Touch Sensing in Mobile Phones & Consumer Items
Proximity sensing technology is becoming popular across wide range of industries, especially in consumer electronics, because OEMs introduce new products to market every year. The largest application within consumer electronics is the mobile phone. Given the competition in this particular market, it is important for OEMs to adopt the latest technology and offer unique features to differentiate their products. Mobile phones use IR-based proximity sensors to detect the presence of a human ear. This sensing is done for two purposes: Reduce display power consumption by turning off the LCD backlight and to disable the touch screen to avoid inadvertent touches by the cheek. IR sensors have a number of disadvantages, including high power consumption, high cost, blind zones, and accumulation of dirt, as well as unreliable performance over temperature, hair, and skin color variations. Recent advances in capacitive proximity sensing technology address these designs disadvantages and could potentially replace every IR sensor in the mobile phone market. Capacitive proximity sensing has enabled several features in mobile phones. While these features may not be evident to end users, they provide many important capabilities, including optimized power consumption, integrated functionality, and cost reduction. It is essential that product designers understand the different features that can be implemented through capacitive proximity sensing. Some of the features include, Face detection, SAR (Specific Absorption Rate) Wake-on approach feature.

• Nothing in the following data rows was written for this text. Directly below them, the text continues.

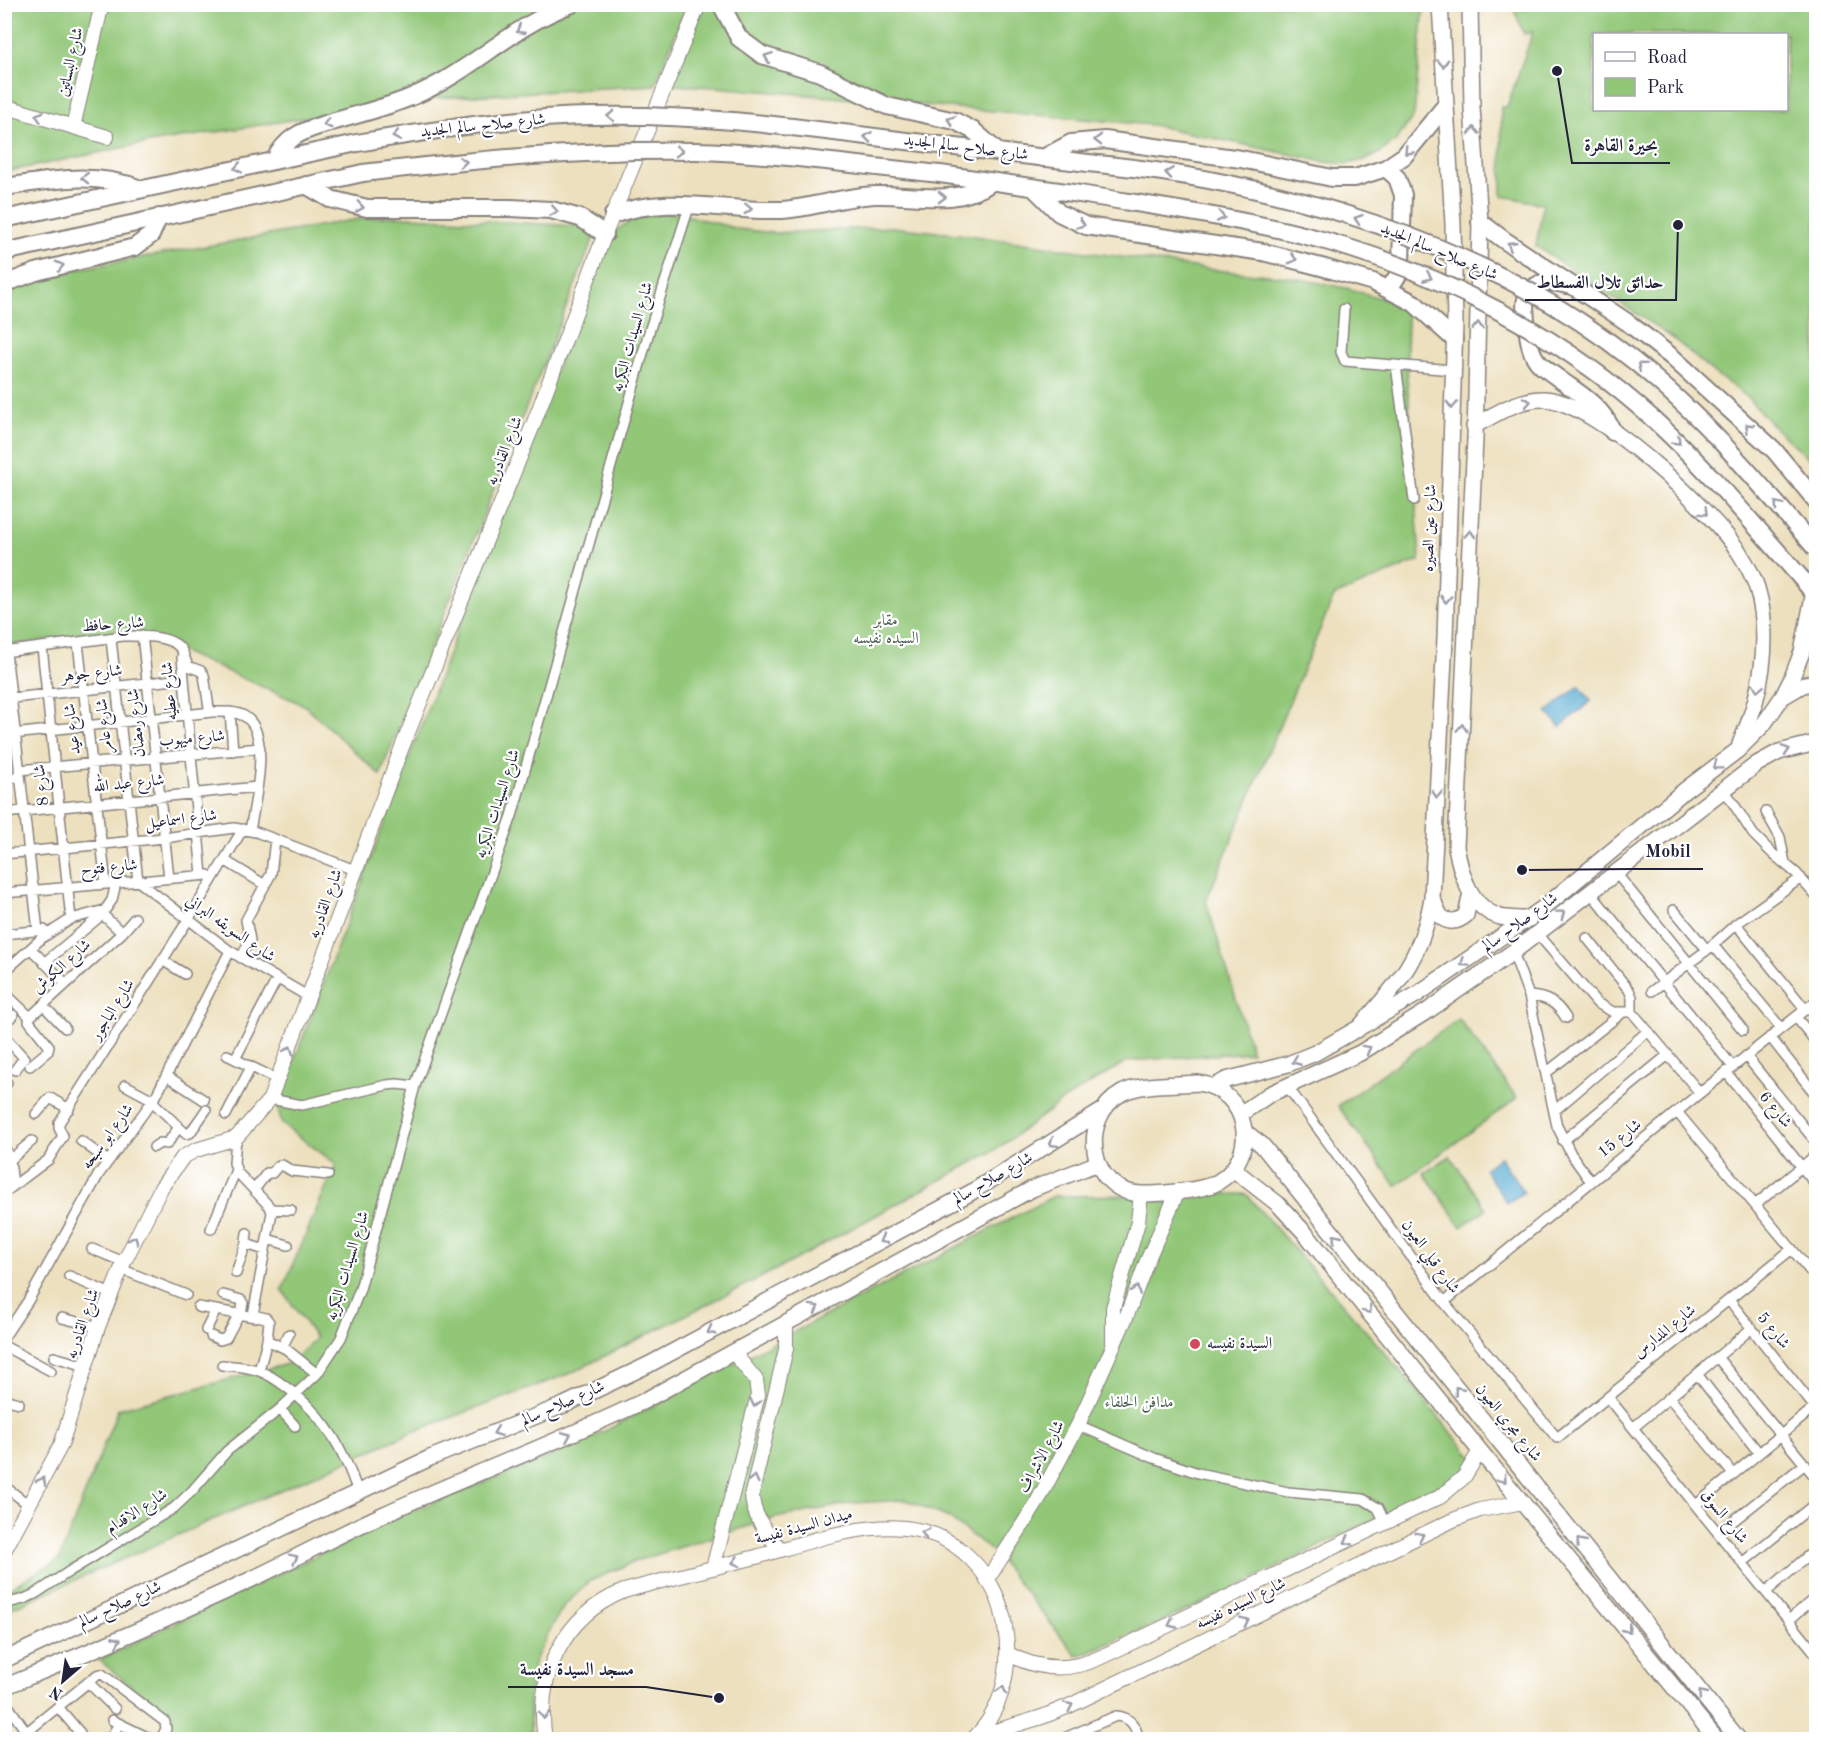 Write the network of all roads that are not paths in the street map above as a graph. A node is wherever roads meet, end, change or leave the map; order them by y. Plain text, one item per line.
1 (102, 4) edge
2 (572, 4) edge
3 (699, 4) edge
4 (721, 4) edge
5 (1440, 4) edge
6 (1470, 4) edge
7 (4, 106) edge
8 (1445, 106) junction
9 (72, 127) junction
10 (108, 137) dead end
11 (999, 153) junction
12 (1043, 158) junction
13 (274, 161) junction
14 (1386, 168) junction
15 (992, 182) junction
16 (306, 185) junction
17 (4, 187) edge
18 (142, 189) junction
19 (1035, 189) junction
20 (690, 204) junction
21 (613, 215) junction
22 (159, 217) junction
23 (4, 219) edge
24 (1480, 222) junction
25 (605, 234) junction
26 (4, 252) edge
27 (4, 284) edge
28 (1574, 286) junction
29 (1389, 289) junction
30 (1344, 309) dead end
31 (1454, 339) junction
32 (1396, 365) junction
33 (1453, 370) junction
34 (1474, 426) junction
35 (1613, 432) junction
36 (1414, 500) dead end
37 (1816, 501) edge
38 (1816, 549) edge
39 (1801, 578) joint
40 (1815, 594) edge
41 (142, 635) junction
42 (111, 639) junction
43 (78, 643) junction
44 (42, 647) junction
45 (181, 648) junction
46 (5, 652) edge
47 (183, 679) junction
48 (1816, 681) edge
49 (148, 682) junction
50 (116, 686) junction
51 (83, 690) junction
52 (47, 694) junction
53 (1783, 696) junction
54 (8, 698) edge
55 (212, 712) junction
56 (230, 712) junction
57 (187, 716) junction
58 (152, 719) junction
59 (120, 723) junction
60 (88, 726) junction
61 (51, 730) junction
62 (15, 734) junction
63 (4, 735) edge
64 (1816, 743) edge
65 (260, 748) junction
66 (1737, 750) junction
67 (233, 751) junction
68 (191, 755) junction
69 (156, 758) junction
70 (124, 761) junction
71 (92, 764) junction
72 (55, 767) junction
73 (20, 774) junction
74 (4, 778) edge
75 (257, 787) junction
76 (1724, 789) junction
77 (195, 792) junction
78 (160, 796) junction
79 (129, 800) junction
80 (97, 803) junction
81 (60, 807) junction
82 (24, 811) junction
83 (1766, 812) dead end
84 (4, 813) edge
85 (246, 830) junction
86 (198, 834) junction
87 (165, 838) junction
88 (275, 839) junction
89 (134, 841) junction
90 (102, 844) junction
91 (64, 848) junction
92 (29, 852) junction
93 (4, 854) edge
94 (224, 860) junction
95 (1785, 863) junction
96 (355, 870) junction
97 (1616, 873) junction
98 (216, 874) junction
99 (202, 875) junction
100 (169, 878) junction
101 (1801, 878) junction
102 (138, 881) junction
103 (111, 883) junction
104 (265, 885) junction
105 (68, 887) junction
106 (33, 890) junction
107 (1471, 892) junction
108 (1590, 892) junction
109 (4, 893) edge
110 (1816, 896) edge
111 (1432, 898) junction
112 (1674, 910) dead end
113 (101, 913) junction
114 (135, 918) dead end
115 (71, 919) junction
116 (1529, 919) junction
117 (188, 920) junction
118 (1736, 924) junction
119 (55, 929) junction
120 (38, 931) junction
121 (122, 933) junction
122 (1537, 933) junction
123 (4, 934) edge
124 (1587, 938) dead end
125 (1710, 947) junction
126 (31, 949) junction
127 (230, 951) junction
128 (1513, 952) junction
129 (241, 958) junction
130 (162, 960) junction
131 (44, 963) junction
132 (1690, 963) junction
133 (5, 971) edge
134 (185, 974) dead end
135 (276, 975) junction
136 (1664, 982) junction
137 (65, 983) junction
138 (1652, 991) dead end
139 (4, 992) edge
140 (1529, 996) junction
141 (309, 997) junction
142 (1816, 1001) edge
143 (43, 1005) junction
144 (1806, 1010) junction
145 (1627, 1012) junction
146 (13, 1015) dead end
147 (30, 1017) junction
148 (1796, 1017) junction
149 (1566, 1018) dead end
150 (4, 1023) edge
151 (65, 1028) dead end
152 (1781, 1028) junction
153 (1358, 1030) junction
154 (1647, 1030) junction
155 (1743, 1030) dead end
156 (4, 1036) edge
157 (1770, 1037) junction
158 (1816, 1042) edge
159 (1668, 1055) junction
160 (1746, 1056) junction
161 (30, 1066) dead end
162 (251, 1067) junction
163 (15, 1070) dead end
164 (1729, 1070) junction
165 (1546, 1073) junction
166 (167, 1076) junction
167 (278, 1080) junction
168 (125, 1085) dead end
169 (415, 1086) junction
170 (1287, 1086) junction
171 (1214, 1087) junction
172 (1700, 1093) junction
173 (1816, 1095) edge
174 (270, 1099) junction
175 (152, 1101) junction
176 (69, 1109) junction
177 (1102, 1111) junction
178 (1554, 1111) junction
179 (1677, 1112) junction
180 (36, 1114) dead end
181 (1240, 1114) junction
182 (226, 1115) dead end
183 (179, 1127) junction
184 (1245, 1132) junction
185 (236, 1138) junction
186 (32, 1141) dead end
187 (81, 1141) dead end
188 (1563, 1141) junction
189 (1816, 1142) edge
190 (4, 1146) edge
191 (154, 1148) dead end
192 (1816, 1155) edge
193 (10, 1160) junction
194 (108, 1161) junction
195 (1098, 1163) junction
196 (1802, 1167) junction
197 (1233, 1169) junction
198 (236, 1170) junction
199 (328, 1174) dead end
200 (1591, 1182) junction
201 (13, 1185) junction
202 (1816, 1185) edge
203 (254, 1190) junction
204 (1178, 1191) junction
205 (4, 1193) edge
206 (1141, 1194) junction
207 (1755, 1205) junction
208 (271, 1209) junction
209 (291, 1210) dead end
210 (211, 1229) dead end
211 (267, 1239) junction
212 (288, 1245) dead end
213 (92, 1249) dead end
214 (1792, 1249) junction
215 (265, 1250) junction
216 (122, 1266) junction
217 (236, 1273) dead end
218 (69, 1276) dead end
219 (1816, 1278) edge
220 (111, 1294) junction
221 (186, 1295) dead end
222 (222, 1295) dead end
223 (1729, 1300) junction
224 (1444, 1302) junction
225 (198, 1306) dead end
226 (216, 1310) junction
227 (240, 1314) junction
228 (255, 1317) junction
229 (62, 1318) dead end
230 (786, 1325) junction
231 (98, 1327) junction
232 (1752, 1328) junction
233 (289, 1334) dead end
234 (4, 1336) edge
235 (267, 1340) junction
236 (1113, 1344) junction
237 (4, 1346) edge
238 (282, 1347) junction
239 (734, 1353) junction
240 (54, 1357) dead end
241 (1718, 1357) junction
242 (86, 1365) junction
243 (222, 1365) dead end
244 (51, 1371) dead end
245 (259, 1371) junction
246 (317, 1374) junction
247 (1696, 1374) junction
248 (296, 1395) junction
249 (1608, 1397) junction
250 (1669, 1397) junction
251 (4, 1399) edge
252 (19, 1403) dead end
253 (1816, 1408) edge
254 (280, 1409) junction
255 (1078, 1425) junction
256 (295, 1426) dead end
257 (1633, 1428) junction
258 (1781, 1435) junction
259 (1557, 1438) joint
260 (1480, 1451) junction
261 (1759, 1453) junction
262 (1805, 1464) junction
263 (1733, 1474) junction
264 (1816, 1478) edge
265 (4, 1486) edge
266 (358, 1492) junction
267 (1522, 1503) junction
268 (1816, 1503) edge
269 (29, 1505) junction
270 (1695, 1505) junction
271 (1385, 1523) junction
272 (1718, 1533) junction
273 (1816, 1549) edge
274 (780, 1550) junction
275 (4, 1551) edge
276 (1742, 1563) junction
277 (712, 1568) junction
278 (987, 1580) junction
279 (1766, 1592) junction
280 (1816, 1597) edge
281 (4, 1604) edge
282 (1789, 1620) junction
283 (1814, 1648) edge
284 (1007, 1653) junction
285 (4, 1660) edge
286 (88, 1682) junction
287 (4, 1687) edge
288 (4, 1700) edge
289 (58, 1707) junction
290 (115, 1709) dead end
291 (8, 1713) edge
292 (80, 1732) dead end
293 (29, 1736) edge
294 (973, 1738) edge
295 (109, 1740) edge
296 (153, 1740) edge
297 (160, 1740) edge
298 (545, 1740) edge
299 (1060, 1740) edge
300 (1140, 1740) edge
301 (1717, 1740) edge
302 (1739, 1740) edge

1 - 9 street, شارع البساتين
2 -> 13 highway
3 - 21 street, شارع القادريه
11 -> 4 highway
5 -> 8 main road, شارع عين الصيره
24 -> 6 main road
9 -> 7 street
8 -> 14 highway
8 - 31 main road, شارع عين الصيره
9 - 10 street
11 - 12 highway, شارع صلاح سالم الجديد
11 -> 13 highway, شارع صلاح سالم الجديد, bridge
14 -> 12 highway
38 -> 12 highway, شارع صلاح سالم الجديد, bridge
13 -> 18 highway, شارع صلاح سالم الجديد
14 - 29 highway
16 -> 15 highway, شارع صلاح سالم الجديد, bridge
15 - 19 highway, شارع صلاح سالم الجديد
20 -> 15 highway
16 - 22 highway, شارع صلاح سالم الجديد
16 -> 25 highway
18 -> 17 highway
18 - 23 highway, شارع صلاح سالم الجديد
19 -> 29 highway
19 -> 39 highway, شارع صلاح سالم الجديد, bridge
20 - 21 highway
20 - 169 street, شارع السيدات البكريه
21 - 25 street, شارع القادريه
22 - 26 highway, شارع صلاح سالم الجديد
27 -> 22 highway
28 -> 24 highway
34 -> 24 main road
25 - 96 street, شارع القادريه
28 - 35 highway
37 -> 28 highway
29 - 31 highway
30 - 32 street
31 - 33 main road, شارع عين الصيره
32 - 33 street
32 - 36 street
33 -> 111 main road, شارع عين الصيره
34 -> 35 main road
107 -> 34 main road
35 -> 66 main road
39 - 40 highway, شارع صلاح سالم
40 - 53 main road, شارع صلاح سالم
41 - 42 street, شارع حافظ
41 - 45 street, شارع حافظ
41 - 49 street, شارع رمضان
42 - 43 street, شارع حافظ
42 - 50 street, شارع عامر
43 - 44 street, شارع حافظ
43 - 51 street, شارع عيد
44 - 46 street, شارع حافظ
44 - 52 street, شارع 8
45 - 47 street, شارع عطيه
45 - 55 street
46 - 54 street
47 - 49 street, شارع جوهر
47 - 57 street, شارع عطيه
48 - 53 main road
49 - 50 street, شارع جوهر
49 - 58 street, شارع رمضان
50 - 51 street, شارع جوهر
50 - 59 street, شارع عامر
51 - 52 street, شارع جوهر
51 - 60 street, شارع عيد
52 - 54 street, شارع جوهر
52 - 61 street, شارع 8
53 - 66 main road, شارع صلاح سالم
54 - 62 street
55 - 56 street
55 - 57 street
56 - 65 street
56 - 67 street
57 - 58 street
57 - 68 street, شارع عطيه
58 - 59 street
58 - 69 street, شارع رمضان
59 - 60 street
59 - 70 street, شارع عامر
60 - 61 street
60 - 71 street, شارع عيد
61 - 62 street
61 - 72 street, شارع 8
62 - 63 street
62 - 73 street
76 -> 64 main road, شارع صلاح سالم
65 - 67 street, شارع ميهوب
65 - 75 street
66 -> 116 main road, شارع صلاح سالم
67 - 68 street, شارع ميهوب
68 - 69 street, شارع ميهوب
68 - 77 street, شارع عطيه
69 - 70 street, شارع ميهوب
69 - 78 street, شارع رمضان
70 - 71 street, شارع ميهوب
70 - 79 street, شارع عامر
71 - 72 street, شارع ميهوب
71 - 80 street, شارع عيد
72 - 73 street, شارع ميهوب
72 - 81 street, شارع 8
73 - 74 street, شارع ميهوب
73 - 82 street
75 - 77 street, شارع عبد الله
75 - 85 street
76 - 95 street
76 - 97 main road, شارع صلاح سالم
77 - 78 street, شارع عبد الله
77 - 86 street, شارع عطيه
78 - 79 street, شارع عبد الله
78 - 87 street, شارع رمضان
79 - 80 street, شارع عبد الله
79 - 89 street, شارع عامر
80 - 81 street, شارع عبد الله
80 - 90 street, شارع عيد
81 - 82 street, شارع عبد الله
81 - 91 street, شارع 8
82 - 84 street, شارع عبد الله
82 - 92 street
83 - 95 street
85 - 86 street, شارع اسماعيل
85 - 88 street, شارع اسماعيل
85 - 94 street, شارع الباجور
86 - 87 street, شارع اسماعيل
86 - 99 street, شارع عطيه
87 - 89 street, شارع اسماعيل
87 - 100 street, شارع رمضان
88 - 96 street, شارع اسماعيل
88 - 104 street
89 - 90 street, شارع اسماعيل
89 - 102 street, شارع عامر
90 - 91 street, شارع اسماعيل
90 - 103 street, شارع عيد
91 - 92 street, شارع اسماعيل
91 - 105 street, شارع 8
92 - 93 street, شارع اسماعيل
92 - 106 street
94 - 98 street, شارع الباجور
94 - 104 street
95 - 101 street
96 - 141 street, شارع القادريه
97 - 108 main road, شارع صلاح سالم
97 - 132 street
98 - 99 street, شارع فتوح
98 - 117 street, شارع الباجور
99 - 100 street, شارع فتوح
100 - 102 street, شارع فتوح
101 - 110 street
101 - 118 street
102 - 103 street, شارع فتوح
102 - 117 street, شارع السويقه البراني
103 - 105 street, شارع فتوح
103 - 113 street
104 - 129 street
105 - 106 street, شارع فتوح
105 - 115 street, شارع 8
106 - 109 street, شارع فتوح
106 - 120 street
107 - 111 main road
107 - 116 main road
122 -> 108 main road, شارع صلاح سالم
108 - 136 street, شارع 6
111 - 153 main road, شارع عين الصيره
112 - 125 street
113 - 115 street
113 - 121 street
113 - 131 street
114 - 121 street, شارع الكوش
115 - 119 street
116 -> 153 main road, شارع صلاح سالم
117 - 127 street, شارع السويقه البراني
117 - 130 street, شارع الباجور
118 - 125 street
118 - 144 street
119 - 120 street
119 - 126 street
120 - 123 street
121 - 137 street, شارع الكوش
122 - 128 main road, شارع صلاح سالم
122 - 145 street
124 - 145 street
125 - 132 street
125 - 152 street
126 - 131 street
126 - 133 street
127 - 129 street, شارع السويقه البراني
127 - 166 street, شارع ابو سبحه
128 - 140 street
170 -> 128 main road, شارع صلاح سالم
129 - 135 street, شارع السويقه البراني
130 - 134 street
130 - 176 street, شارع الباجور
131 - 137 street
132 - 136 street
132 - 155 street
135 - 141 street, شارع السويقه البراني
135 - 162 street
136 - 138 street
136 - 164 street, شارع 6
137 - 143 street, شارع الكوش
139 - 147 street
140 - 149 street
140 - 165 street
167 -> 141 street, شارع القادريه
142 - 144 street, شارع 15
143 - 147 street, شارع الكوش
143 - 151 street
144 - 148 street, شارع 15
145 - 154 street
145 - 165 street
146 - 150 street
147 - 161 street, شارع الكوش
148 - 152 street, شارع 15
148 - 158 street
152 - 157 street, شارع 15
153 -> 171 main road, شارع صلاح سالم
154 - 159 street
154 - 178 street
156 - 163 street
157 - 160 street, شارع 15
157 - 173 street
159 - 172 street
159 - 188 street
160 - 164 street, شارع 15
160 - 189 street
162 - 167 street
162 - 182 street
164 - 172 street, شارع 15
164 - 196 street, شارع 6
165 - 178 street
166 - 175 street, شارع ابو سبحه
166 - 183 street
167 - 174 street, شارع القادريه
168 - 175 street
169 - 174 street
169 - 246 street, شارع السيدات البكريه
170 - 181 main road, شارع صلاح سالم
170 - 224 street, شارع قبلي العيون
171 - 177 main road
171 - 181 main road
172 - 179 street, شارع 15
174 - 185 street, شارع القادريه
175 - 183 street
175 - 194 street, شارع ابو سبحه
176 - 180 street
176 - 201 street, شارع الباجور
177 - 195 main road
177 -> 266 main road, شارع صلاح سالم
178 - 188 street
179 - 200 street, شارع 15
179 - 207 street
181 - 184 main road
183 - 191 street
184 - 197 main road
302 -> 184 main road, شارع مجري العيون
185 - 198 street
216 -> 185 street, شارع القادريه
186 - 193 street
187 - 194 street
188 - 200 street
190 - 193 street
192 - 196 street
193 - 201 street
194 - 234 street, شارع ابو سبحه
195 - 206 main road
230 -> 195 main road, شارع صلاح سالم
196 - 202 street, شارع 6
196 - 207 street
197 - 204 main road
197 -> 260 main road
198 - 203 street
198 - 210 street
199 - 203 street
200 - 224 street, شارع 15
201 - 205 street, شارع الباجور
203 - 208 street
204 - 206 main road
236 -> 204 street, شارع الاشراف
206 - 236 street, شارع الاشراف
207 - 214 street
208 - 209 street
208 - 211 street
211 - 212 street
211 - 215 street
213 - 216 street
214 - 219 street
214 - 223 street, شارع المدارس
215 - 217 street
215 - 228 street
216 - 220 street, شارع القادريه
216 - 221 street
218 - 220 street
220 - 231 street, شارع القادريه
222 - 227 street
223 - 232 street, شارع 5
223 - 249 street, شارع المدارس
224 - 259 street, شارع قبلي العيون
225 - 226 street
226 - 227 street
226 - 227 street
227 - 228 street
228 - 235 street
229 - 231 street
230 - 239 main road, شارع صلاح سالم
274 -> 230 street
231 - 242 street, شارع القادريه
232 - 241 street
232 - 253 street, شارع 5
233 - 238 street
235 - 238 street
235 - 245 street
236 - 255 street, شارع الاشراف
237 - 244 street
238 - 246 street
239 -> 277 street
287 -> 239 main road, شارع صلاح سالم
240 - 242 street
241 - 247 street
241 - 258 street
269 -> 242 street, شارع القادريه
243 - 245 street
245 - 248 street
246 - 248 street, شارع السيدات البكريه
247 - 250 street
247 - 261 street
248 - 254 street, شارع الاقدام
248 - 266 street
249 - 257 street, شارع السوق
249 - 259 street, شارع المدارس
250 - 257 street
250 - 263 street
251 - 252 street
253 - 258 street
254 - 256 street
254 - 281 street, شارع الاقدام
255 - 271 street
255 - 278 street, شارع الاشراف
257 - 270 street, شارع السوق
258 - 261 street
258 - 262 street
260 -> 267 main road
260 - 271 street, شارع السيده نفيسه
261 - 263 street
262 - 264 street
262 - 272 street
263 - 270 street
265 - 269 street
266 - 285 main road, شارع صلاح سالم
294 -> 267 street, شارع السيده نفيسه
267 -> 301 main road
268 - 276 street
269 - 275 street, شارع القادريه
270 - 272 street, شارع السوق
271 -> 284 street, شارع السيده نفيسه
272 - 276 street, شارع السوق
273 - 279 street
274 -> 277 street, ميدان السيدة نفيسة
278 -> 274 street, ميدان السيدة نفيسة
276 - 279 street, شارع السوق
277 -> 298 street, ميدان السيدة نفيسة
278 - 284 street, ميدان السيدة نفيسة
279 - 282 street, شارع السوق
280 - 282 street
282 - 283 street, شارع السوق
294 -> 284 street, ميدان السيدة نفيسة
286 - 289 street
286 - 290 street
286 - 297 street
288 - 291 street
289 - 292 street
289 - 293 street
291 - 293 street
295 - 296 street
299 - 300 street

Prosthetic Hand Gives Wearer a Sense of Touch
Scientists and engineers at the Cleveland Veterans Affairs Medical Center and Case Western Reserve University have developed a prosthetic hand that returns a sense of touch via 20 sensors that are tied into the wearer’s nervous system. At the heart of the technology is a custom version of an interface known as a cuff electrode. Three nerve bundles in the arm—radial, median, and ulnar—are held in the seven-millimeter cuffs, which gently flatten them, putting the normally round bundles in a more rectangular configuration to maximize surface area. Then a total of 20 electrodes on the three cuffs deliver electrical signals to nerve fibers called axons from outside a protective sheath of living cells that surround those nerve fibers. This approach differs from other experimental technologies, which penetrate the sheath in order to directly touch the axons. These sheath-penetrating interfaces are thought to offer higher resolution, at least initially, but with a potentially higher risk of signal degradation or nerve damage over the long term. And so they have not been tested for longer than a few weeks. While there have been other prosthetic hands that provide feedback to the user through neural interfaces, the large number of touch-sensitive points appears to be a first. Researchers have been testing the new hand with a local former factory worker, Igor Spetic, who had his hand amputated after it was crushed in a drop forge.
Touch sensing or HMI is today one of the most popular sensing technology in consumer electronics items, and paving new areas like, medical & security. The most prominent reason of the popularity is the ease of use & its depletion free nature of operation. In near future we may see more areas being influenced by Touch sensing technology or HMI.